Saved entries:
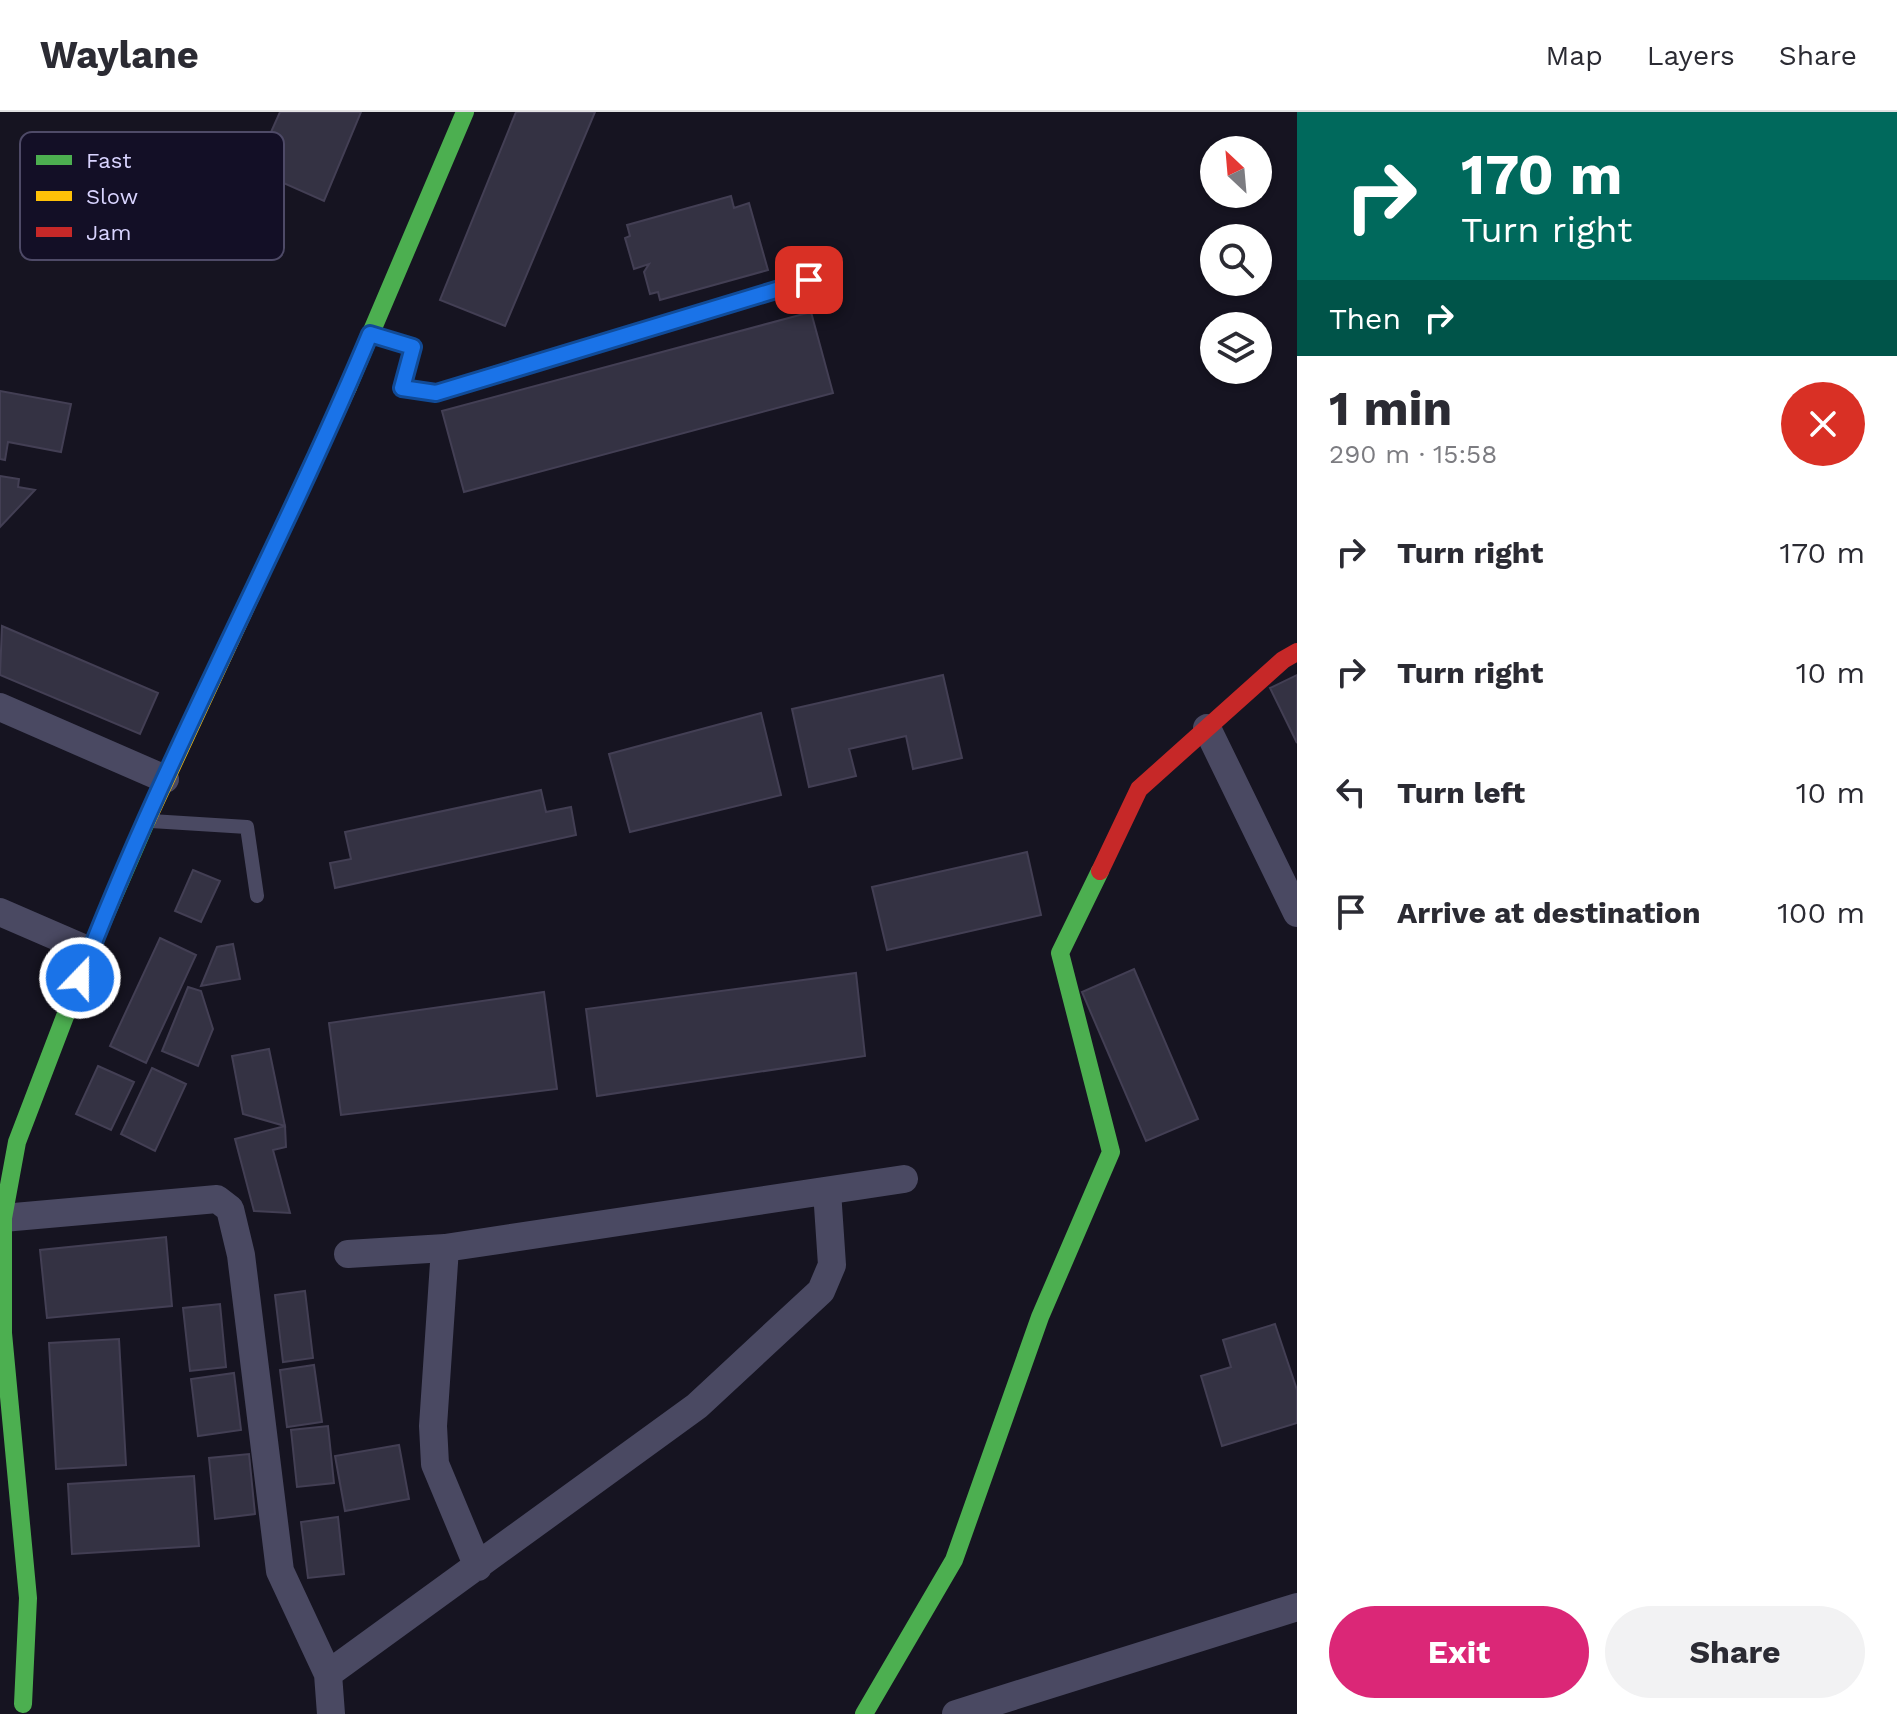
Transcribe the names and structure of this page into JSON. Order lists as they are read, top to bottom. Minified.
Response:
{"legend":["Fast","Slow","Jam"],"north":"top left","page":{"header":"Waylane","nav":["Map","Layers","Share"],"turn":["170 m","Turn right"],"then":"Then","heading":["1 min","290 m · 15:58"],"list":[{"name":"Turn right","value":"170 m"},{"name":"Turn right","value":"10 m"},{"name":"Turn left","value":"10 m"},{"name":"Arrive at destination","value":"100 m"}],"buttons":["Exit","Share"]}}
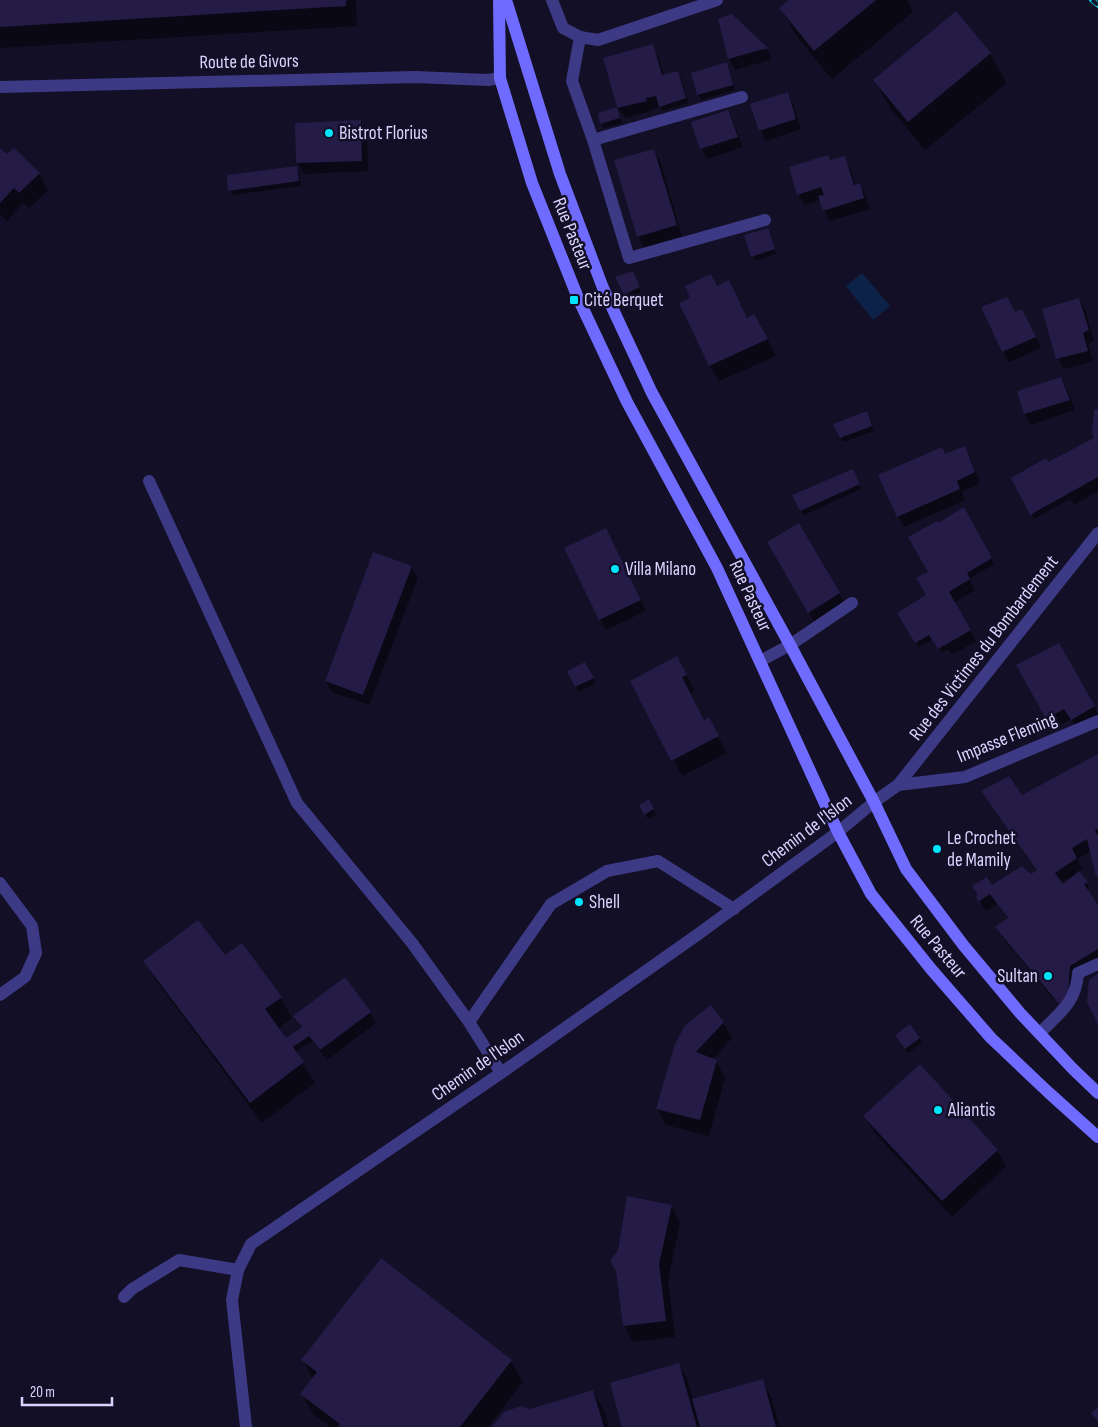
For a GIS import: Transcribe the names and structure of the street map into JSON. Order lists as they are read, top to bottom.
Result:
{
  "streets": {
    "main road": ["Rue Pasteur"],
    "street": [
      "Route de Givors",
      "Rue des Victimes du Bombardement",
      "Impasse Fleming",
      "Chemin de l'Islon"
    ]
  },
  "crossings": [
    ["Route de Givors", "Rue Pasteur"],
    ["Rue Pasteur", "Impasse Fleming"],
    ["Rue Pasteur", "Chemin de l'Islon"],
    ["Rue des Victimes du Bombardement", "Impasse Fleming"],
    ["Impasse Fleming", "Chemin de l'Islon"]
  ],
  "places": {
    "other": [
      "Bistrot Florius",
      "Villa Milano",
      "Le Crochet de Mamily",
      "Shell",
      "Sultan",
      "Aliantis"
    ],
    "transit": ["Cité Berquet"]
  },
  "scale_bar": "20 m"
}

Work to complete
Only the lines from the one that contains "For a GIS import: Transcribe" to the end of the entries above should be given again, exactly and in full.

Exercise result
For a GIS import: Transcribe the names and structure of the street map into JSON. Order lists as they are read, top to bottom.
Result:
{
  "streets": {
    "main road": ["Rue Pasteur"],
    "street": [
      "Route de Givors",
      "Rue des Victimes du Bombardement",
      "Impasse Fleming",
      "Chemin de l'Islon"
    ]
  },
  "crossings": [
    ["Route de Givors", "Rue Pasteur"],
    ["Rue Pasteur", "Impasse Fleming"],
    ["Rue Pasteur", "Chemin de l'Islon"],
    ["Rue des Victimes du Bombardement", "Impasse Fleming"],
    ["Impasse Fleming", "Chemin de l'Islon"]
  ],
  "places": {
    "other": [
      "Bistrot Florius",
      "Villa Milano",
      "Le Crochet de Mamily",
      "Shell",
      "Sultan",
      "Aliantis"
    ],
    "transit": ["Cité Berquet"]
  },
  "scale_bar": "20 m"
}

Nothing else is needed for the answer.